二-1
翌朝、春子が起き出してくる頃には家に紳一の姿はなかった。
日めくりカレンダーの赤い日付を見て、今日が祝日だということをようやく思い出した。
いけない。
美智代との約束があったんだ──。
あわただしく支度を整えて庭先に出ると、自転車のスタンドを蹴るなりサドルに跨ろうとした。
何だろう、これ──。
ふとして春子の目にとまるものがあった。サドルの表面が白く汚れている。
かたつむりの這った痕が乾いて、白い粉を吹いたようにも見える。
梅雨の時季が近づいているので、かたつむりだってそろそろ活発に活動をはじめることだろう。
春子はタオルのはじに水をふくませ、その白い痕跡を拭ってみる。
かすかなぬめりを伴って汚れは消えた。
そんな少女の行動を盗み見る視線が、またしても危ない眼光を放っていた。夕べの男である。

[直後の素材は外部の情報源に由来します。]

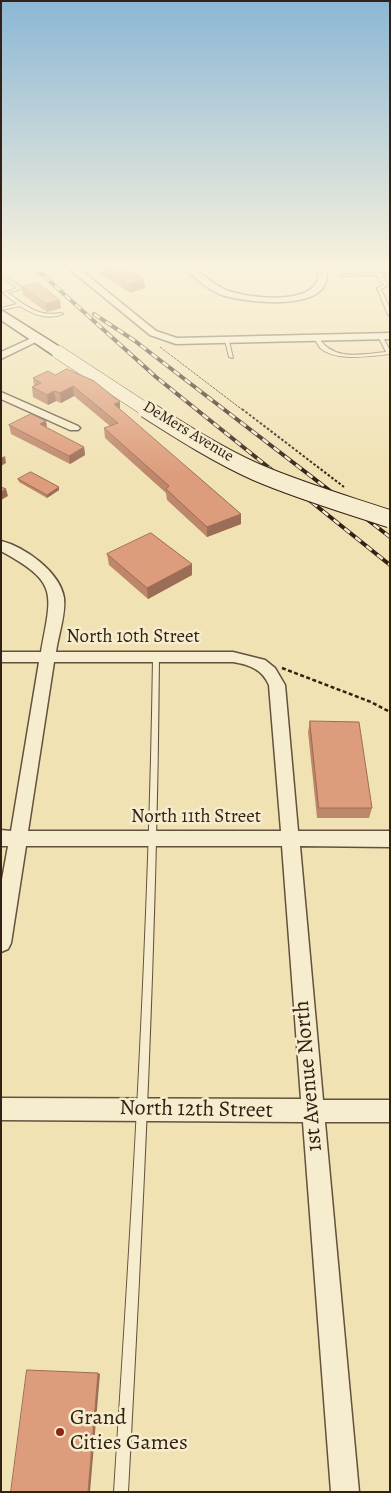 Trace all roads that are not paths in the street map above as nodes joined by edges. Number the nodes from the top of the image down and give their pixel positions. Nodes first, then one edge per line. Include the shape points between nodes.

生い茂る葉っぱの隙間から春子をじいっと見つめ、興奮気味に生唾を呑み込む。
「そこにこびりついていたものが何なのか、あとで教えてあげよう。大人の女に目覚めるための儀式だ。俺に見初められるとは、春ちゃんも運がいい」
歪んだ思いを腹にため込み、念仏を唱えるように男は呟いた。
視線の先では、春子がサドルを手で払っている。
そしてスカートを穿いたその下半身を、何の疑いもなくそこにあずけた。
男は歯並びの悪い前歯を剥き出しにして、引きつる声で笑う。
「それでいい。俺の精液を好きなだけ股で味わえばいいんだ」
こぎ出した春子の姿が見えなくなるまで、男は瞬きをしようとはしなかった。
春子が去ったあとの庭で、抜け落ちた鳥の羽根が風に舞っていた。
田植えがはじまったばかりの田園の中を、春子の自転車は颯爽と駆け抜けていく。
*
おなじくして、くたびれた看板の古本屋に紳一の姿があった。
しきりに顎を撫でながら、買いもしない本を読み耽っている。
「おはようございます」
そんなふうに声をかけてきたのは、春子の通う女学校の英語教師、森咲つぐみだった。
「深海(ふかみ)春子さんのお父さん」
「ああ、先生どうも。おはようございます」
紳一が会釈すると、つぐみもしとやかな笑顔を返した。
声をかけたのはいいが、何を話せばよいのかわからず、つぐみは困り果てていた。
「先生も本がお好きなんですか?」
彼女の心情を察して、気をきかせた紳一は気さくに喋った。
「はい。短編小説なんかを、よく」
「そうでしたか。僕も小説が好きで、よくここで立ち読みさせてもらっているんです」
「それじゃあ、春子さんのお父さんは……」
「その呼び方は、よしてください。名前でいいです」
「あのう、私、深海さんの名前を知らないんですけれど」
面白いことを言う人だと紳一は思った。
「いえいえ。下の名前ではなくてですね……」
「ああ、そう、そうですよね。何だか私、すみません……」
つぐみは恥ずかしくなり、顔も耳も真っ赤にしてはにかんだ。
「森咲先生は可愛らしい人だ」
「え?」
紳一の無責任なこの一言が、つぐみの心を引き寄せてしまった。
二十六歳にもなるというのに、生徒の保護者から「可愛らしい」と言われたことが、つぐみにとっては新鮮だった。
どういうつもりでそんなことを言ったのだろう、と彼女は紳一の顔を見上げた。
背が高く、何より眼差しに芯が通っていた。
しだいに会話がはずんでいくうちに、二人の距離が縮まった気がして、つぐみはすっかり舞い上がっていた。